For anyone who will be in the Dallas area 9/10-11th, check out the Lonestar Poker Expo.
It has a guest lineup of Clonie Gowen, Bob Ciaffone, and even Chris Ferguson.
Tickets go on sale August 9th, but you can pick some up for free. The info is on the site (link) on how to get em.
Take a look, it sounds like its gonna be blast.
It was bound to happen sometime. I just didn't know that I wouldn't be able to see it. For all of you without cable/dish, you'll have to do like me and read about it. For those of you who actually live life the way it was meant to be and have every channel known to man and then a couple extra for the wife, heres all the info:
Start time: 5p.m. central time (In other words its been running for 15 minutes already)
Channel: FSN (Fox Sports)
Players involved: I don't have the ability to verify this but I have been told Chris "Jesus" Ferguson, Howard "The Professor" Lederer, Phil Ivey, John Juanda, Erik Seidel, Jennifer Harman, Clonie Gowen, Phil Gordon, Andy Bloch, Erick Lindgren, and Daniel Negreanu.
Location: club La Bete at Wynn Las Vegas
It should be interesting.
After long consideration and a little ass chewing by Mike, I decided it was time to post again. After all, it has been just a little while (almost 6 months) since my last post.
For all of those who care, and the many more who don't, my lengthy abscence from this blog has been mirrored by a lengthy absence from the professional world. Caught up in all the "I wanna make it as a poker pro" I decided to make the last 6 months an expirment into playing poker for a living rather than a hobby.
The results in terms of cashflow have been better than anything I could have hoped for. I'm averaging a little over 7 times () what I would have been making had I worked a summer/evening job in my per/hour win rate (roughly $60 an hour). The quality of my game has jumped to a level that I never thought it would get in three years let alone 6 months. I guess I can acredit that though to playing 6-7 tables for 9-10 hours a day, a huge jump from my 2-3 for maybe 1-2 hours a day previously. I've plugged most all of my previous leaks in my game and found a couple more that I am working on (you're always doing something wrong that you can fix in this game). All and all, in terms of strictly poker, I have had fantastic results.
Outside of poker things have been a little more difficult. A couple nights a week I go out to some of the local card rooms around Dallas for live games. My win rate in live games is dismal compared to my online rate, but I found that I enjoy the game so much more live. I think the main reason is that playing poker online is such a solitary activity. Since I have started, my skin has paled out, I've put on some weight (I don't know how much is bad weight though: I started a workout program a month and a half ago and I'm hoping its all muscle), and I have begun to experience small bouts of depression and loneliness.
Poker offers such a unique oppurtunity to make it big doing little, but it comes at a significant emotional and mental cost. Working a 9-5 job may not be the most magnificient thing to do, but for the most part, no matter what job it is, doing it performs a service or benefits society in some way.
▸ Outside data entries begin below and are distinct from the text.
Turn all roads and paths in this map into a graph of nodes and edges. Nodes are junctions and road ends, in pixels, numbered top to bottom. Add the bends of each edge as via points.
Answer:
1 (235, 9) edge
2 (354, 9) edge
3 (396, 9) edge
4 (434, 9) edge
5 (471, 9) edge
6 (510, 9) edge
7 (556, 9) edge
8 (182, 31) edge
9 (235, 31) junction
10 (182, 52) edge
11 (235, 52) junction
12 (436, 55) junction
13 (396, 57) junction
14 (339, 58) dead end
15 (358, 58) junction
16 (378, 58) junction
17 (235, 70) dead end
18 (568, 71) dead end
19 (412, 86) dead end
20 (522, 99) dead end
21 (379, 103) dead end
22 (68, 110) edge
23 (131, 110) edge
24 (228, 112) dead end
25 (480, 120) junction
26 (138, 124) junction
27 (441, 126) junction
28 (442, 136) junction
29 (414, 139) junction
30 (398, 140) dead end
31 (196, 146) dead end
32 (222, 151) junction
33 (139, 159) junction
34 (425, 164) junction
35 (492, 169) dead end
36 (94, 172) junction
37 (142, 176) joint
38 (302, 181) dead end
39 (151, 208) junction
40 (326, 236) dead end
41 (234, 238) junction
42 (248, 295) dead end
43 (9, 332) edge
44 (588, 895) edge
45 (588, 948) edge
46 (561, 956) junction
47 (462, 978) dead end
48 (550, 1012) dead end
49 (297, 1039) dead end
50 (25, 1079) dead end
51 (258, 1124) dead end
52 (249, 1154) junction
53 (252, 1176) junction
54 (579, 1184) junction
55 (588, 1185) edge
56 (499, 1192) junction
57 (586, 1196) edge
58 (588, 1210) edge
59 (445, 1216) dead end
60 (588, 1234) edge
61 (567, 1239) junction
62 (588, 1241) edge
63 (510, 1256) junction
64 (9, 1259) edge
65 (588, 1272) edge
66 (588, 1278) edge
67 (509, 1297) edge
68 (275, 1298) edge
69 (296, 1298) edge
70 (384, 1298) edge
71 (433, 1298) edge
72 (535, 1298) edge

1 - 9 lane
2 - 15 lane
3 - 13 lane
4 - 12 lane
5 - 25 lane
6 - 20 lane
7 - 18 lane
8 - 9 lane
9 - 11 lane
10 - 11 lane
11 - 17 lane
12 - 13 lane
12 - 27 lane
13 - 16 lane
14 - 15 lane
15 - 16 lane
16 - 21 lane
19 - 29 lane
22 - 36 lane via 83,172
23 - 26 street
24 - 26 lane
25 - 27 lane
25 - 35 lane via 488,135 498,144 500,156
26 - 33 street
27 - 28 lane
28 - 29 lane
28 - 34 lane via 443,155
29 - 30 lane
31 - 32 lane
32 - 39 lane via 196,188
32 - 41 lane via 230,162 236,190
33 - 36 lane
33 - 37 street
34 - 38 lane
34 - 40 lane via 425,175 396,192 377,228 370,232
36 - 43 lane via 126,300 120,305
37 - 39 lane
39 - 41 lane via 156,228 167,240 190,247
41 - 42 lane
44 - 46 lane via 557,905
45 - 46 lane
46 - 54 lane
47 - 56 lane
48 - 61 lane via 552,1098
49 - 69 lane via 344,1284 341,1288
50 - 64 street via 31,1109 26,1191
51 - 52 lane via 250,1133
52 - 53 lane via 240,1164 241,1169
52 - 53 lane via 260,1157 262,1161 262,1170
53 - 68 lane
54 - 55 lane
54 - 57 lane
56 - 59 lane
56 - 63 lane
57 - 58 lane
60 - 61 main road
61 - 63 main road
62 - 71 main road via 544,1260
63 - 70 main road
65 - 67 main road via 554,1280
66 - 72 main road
Admit it or not, that gives us, or at least me, some sort of satisfaction. I lack that satisfaction with poker. Unless its a live game, I don't have any communication with anybody while I'm "working" and when you boil it down, all my "job" consists of is taking other people's money and giving them an ass whooping in return. There is something very unsatisfing about that.
I thought a long time about giving up poker all together. Why? I really don't know, its not the only way to fix my problem, nor the best way. Maybe it was that it was the simplest answer. At any rate, I decided against it and that is whats important. Instead, I'm putting poker back into the role it took in my life previously, a hobby. No more. No less. Its just something to do other than sit down and play a video game. Something thats relaxing and an enjoyment, rather than a stress filled, lonely, unsatisfing, job.
Looking back over the last 6 months, I can see why people want to play poker as a profession, but I can't understand why anyone keeps playing it as a profession. Maybe I just get burned out easily, but I doubt I'm the only one who feels this way.
In the meantime, I start work with the City of Plano's City Planning Department on Wednesday. It may be a shock waking up when the sun is still up, but I think I am going to enjoy the change of pace in my life. If anything else, it will be a new challenge for me to take on.